Posted on 30 August 2010 by Aaron Hofmann

According to the State Foreclosure Prevention Working Group’s latest report on home loan delinquencies, we have seen an improvement in loan modifications not becoming delinquent within the following six months. Loans modified in 2009 are 40 to 50 percent (40% – 50%) less likely to be seriously delinquent six months after modification than loans modified at the same time in 2008. In addition, recent modifications that significantly reduce the principal balance of the loan have a lower rate of redefault compared to loan modifications overall.

Finally, while loan modifications have consistently increased over time, the numbers of foreclosures continue to outpace loan modifications. Nearly three years into the foreclosure crisis, the report finds that more than 60% of homeowners with serious delinquent loans are still not involved in any loss mitigation activity. With the significant overhang of seriously delinquent loans, they anticipate hundreds of thousands of foreclosures will occur later this year absent additional improvements in foreclosure prevention efforts.
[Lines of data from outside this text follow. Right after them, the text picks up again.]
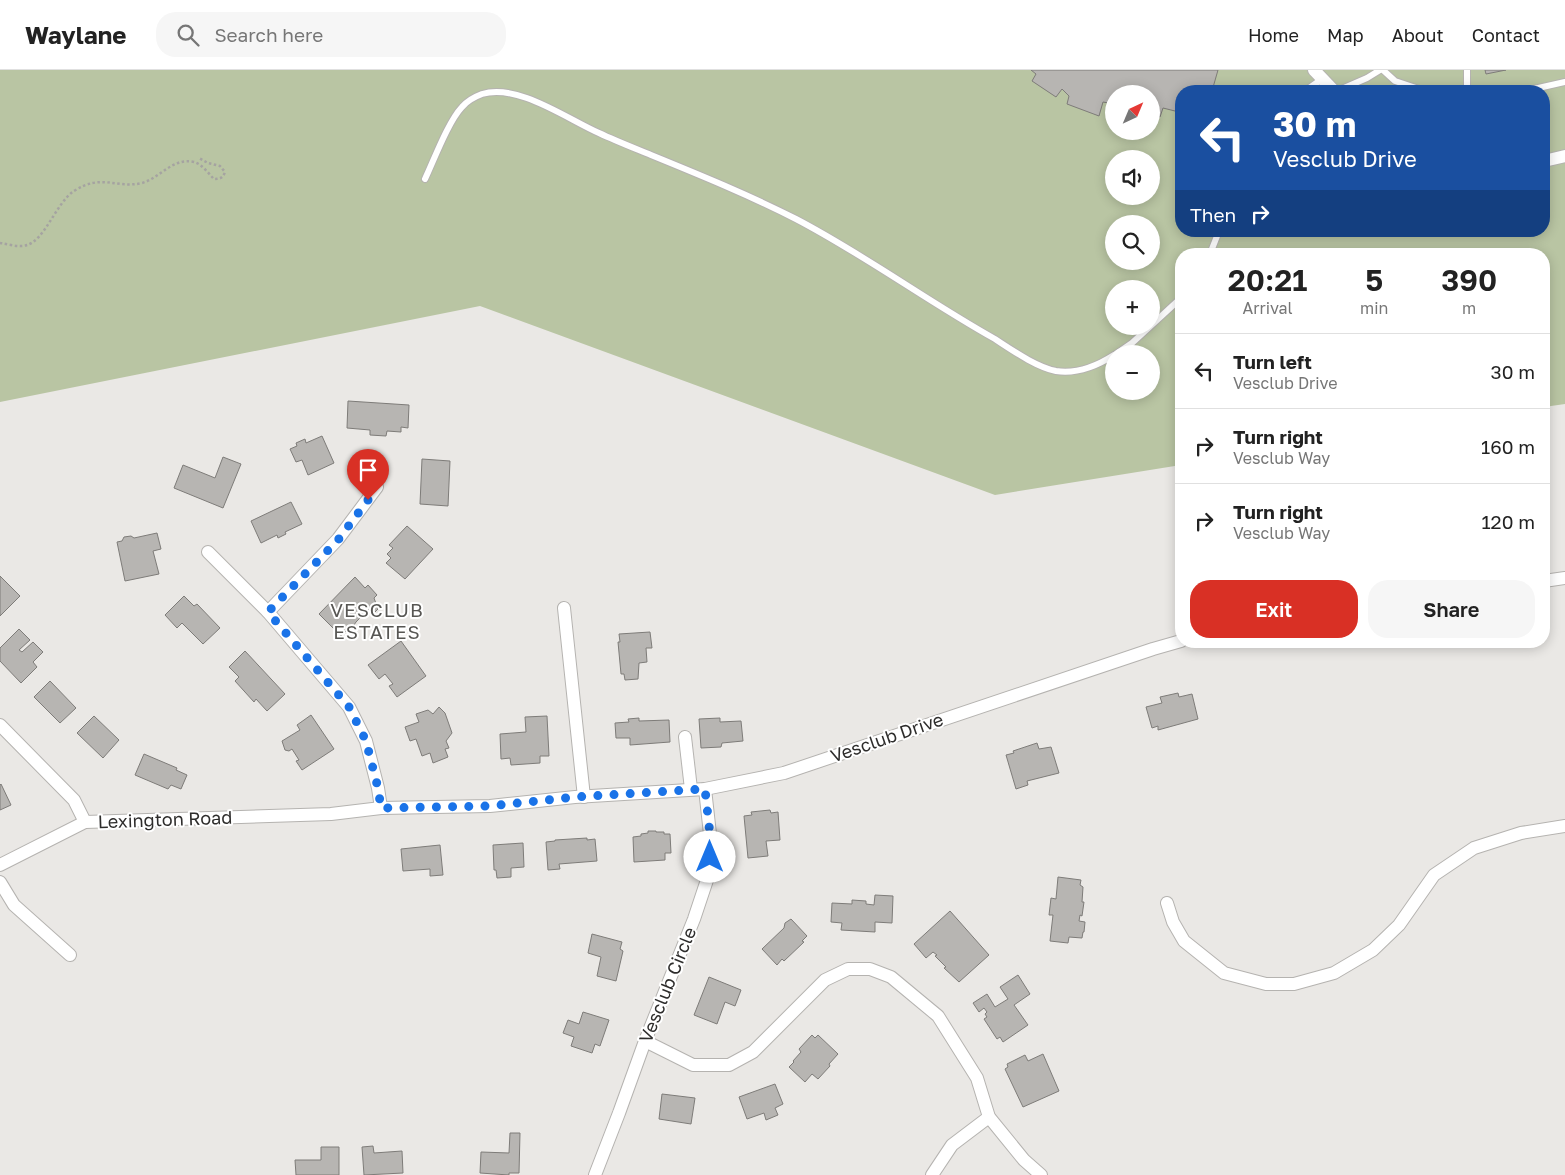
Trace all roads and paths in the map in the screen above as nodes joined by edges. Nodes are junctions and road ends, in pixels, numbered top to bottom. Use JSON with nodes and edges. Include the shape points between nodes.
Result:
{"nodes":[{"id":1,"x":1381,"y":70,"type":"edge"},
{"id":2,"x":1467,"y":70,"type":"edge"},
{"id":3,"x":1318,"y":74,"type":"edge"},
{"id":4,"x":1565,"y":82,"type":"edge"},
{"id":5,"x":1310,"y":85,"type":"edge"},
{"id":6,"x":1330,"y":85,"type":"edge"},
{"id":7,"x":1350,"y":85,"type":"edge"},
{"id":8,"x":1407,"y":85,"type":"edge"},
{"id":9,"x":1467,"y":85,"type":"edge"},
{"id":10,"x":1550,"y":85,"type":"edge"},
{"id":11,"x":1565,"y":156,"type":"edge"},
{"id":12,"x":200,"y":158,"type":"dead end"},
{"id":13,"x":1550,"y":160,"type":"edge"},
{"id":14,"x":426,"y":180,"type":"dead end"},
{"id":15,"x":0,"y":243,"type":"edge"},
{"id":16,"x":1175,"y":304,"type":"edge"},
{"id":17,"x":1129,"y":345,"type":"edge"},
{"id":18,"x":1105,"y":360,"type":"edge"},
{"id":19,"x":377,"y":487,"type":"dead end"},
{"id":20,"x":208,"y":552,"type":"dead end"},
{"id":21,"x":1565,"y":578,"type":"edge"},
{"id":22,"x":1550,"y":580,"type":"edge"},
{"id":23,"x":564,"y":608,"type":"dead end"},
{"id":24,"x":268,"y":612,"type":"junction"},
{"id":25,"x":1175,"y":643,"type":"edge"},
{"id":26,"x":0,"y":725,"type":"edge"},
{"id":27,"x":685,"y":737,"type":"dead end"},
{"id":28,"x":691,"y":789,"type":"junction"},
{"id":29,"x":705,"y":789,"type":"junction"},
{"id":30,"x":584,"y":797,"type":"junction"},
{"id":31,"x":381,"y":808,"type":"junction"},
{"id":32,"x":311,"y":814,"type":"joint"},
{"id":33,"x":85,"y":822,"type":"junction"},
{"id":34,"x":1565,"y":826,"type":"edge"},
{"id":35,"x":0,"y":865,"type":"edge"},
{"id":36,"x":0,"y":882,"type":"edge"},
{"id":37,"x":1167,"y":902,"type":"dead end"},
{"id":38,"x":70,"y":955,"type":"dead end"},
{"id":39,"x":645,"y":1041,"type":"junction"},
{"id":40,"x":989,"y":1117,"type":"junction"},
{"id":41,"x":595,"y":1175,"type":"edge"},
{"id":42,"x":932,"y":1175,"type":"edge"},
{"id":43,"x":1041,"y":1175,"type":"edge"}],
"edges":[{"from":1,"to":7,"type":"lane"},
{"from":1,"to":8,"type":"lane","via":[[1395,81]]},
{"from":2,"to":9,"type":"lane"},
{"from":3,"to":5,"type":"lane"},
{"from":3,"to":6,"type":"street"},
{"from":4,"to":10,"type":"lane"},
{"from":11,"to":13,"type":"street"},
{"from":12,"to":15,"type":"path","via":[[220,166],[224,175],[214,179],[201,165],[188,161],[170,166],[143,183],[94,182],[68,196],[32,242],[20,246]]},
{"from":14,"to":18,"type":"lane","via":[[460,108],[481,94],[505,91],[797,220],[1037,364],[1056,370],[1075,370]]},
{"from":16,"to":17,"type":"lane"},
{"from":19,"to":24,"type":"street","via":[[338,540]]},
{"from":20,"to":24,"type":"street"},
{"from":21,"to":22,"type":"street"},
{"from":23,"to":30,"type":"street"},
{"from":24,"to":31,"type":"street","via":[[349,707],[366,741]]},
{"from":25,"to":29,"type":"street","name":"Vesclub Drive","via":[[784,773]]},
{"from":26,"to":33,"type":"street","via":[[74,800]]},
{"from":27,"to":28,"type":"street"},
{"from":28,"to":29,"type":"street","name":"Vesclub Drive"},
{"from":28,"to":30,"type":"street","name":"Vesclub Drive"},
{"from":29,"to":39,"type":"street","name":"Vesclub Circle","via":[[711,844],[707,880]]},
{"from":30,"to":31,"type":"street","name":"Vesclub Drive","via":[[490,806]]},
{"from":31,"to":32,"type":"street","name":"Vesclub Drive"},
{"from":32,"to":33,"type":"street","name":"Lexington Road"},
{"from":33,"to":35,"type":"street","name":"Lexington Road"},
{"from":34,"to":37,"type":"street","via":[[1521,832],[1474,848],[1434,875],[1399,925],[1373,950],[1334,973],[1294,984],[1266,984],[1224,972],[1184,941],[1172,922]]},
{"from":36,"to":38,"type":"street","via":[[14,905]]},
{"from":39,"to":40,"type":"street","via":[[693,1065],[729,1065],[753,1052],[825,980],[848,969],[870,969],[891,977],[938,1016],[977,1078]]},
{"from":39,"to":41,"type":"street","name":"Vesclub Circle"},
{"from":40,"to":42,"type":"street","via":[[952,1145]]},
{"from":40,"to":43,"type":"street","via":[[1024,1160]]}]}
According to the Mortgage Bankers Association’s latest report on home loan delinquencies, one in seven homeowners is past due on their mortgage or in foreclosure.  The report shows that mortgage delinquencies rose during the second quarter, and overall, one in seven borrowers is delinquent or in foreclosure. That’s up from one in eight a year ago and one in 11 two years ago. Although there was a dip in the share of homes in foreclosure, the report shows that the foreclosure epidemic continues, with millions of homes still at risk.

If you are at risk of foreclosure, contact us today to see what your options are because procrastination is certainly not one of them. Loan modifications are a possibility to keep you in your home and if you don’t qualify for a loan modification, we can talk to you about the benefits of a short sale rather than losing your home to foreclosure and the destructive impact foreclosures have on your life.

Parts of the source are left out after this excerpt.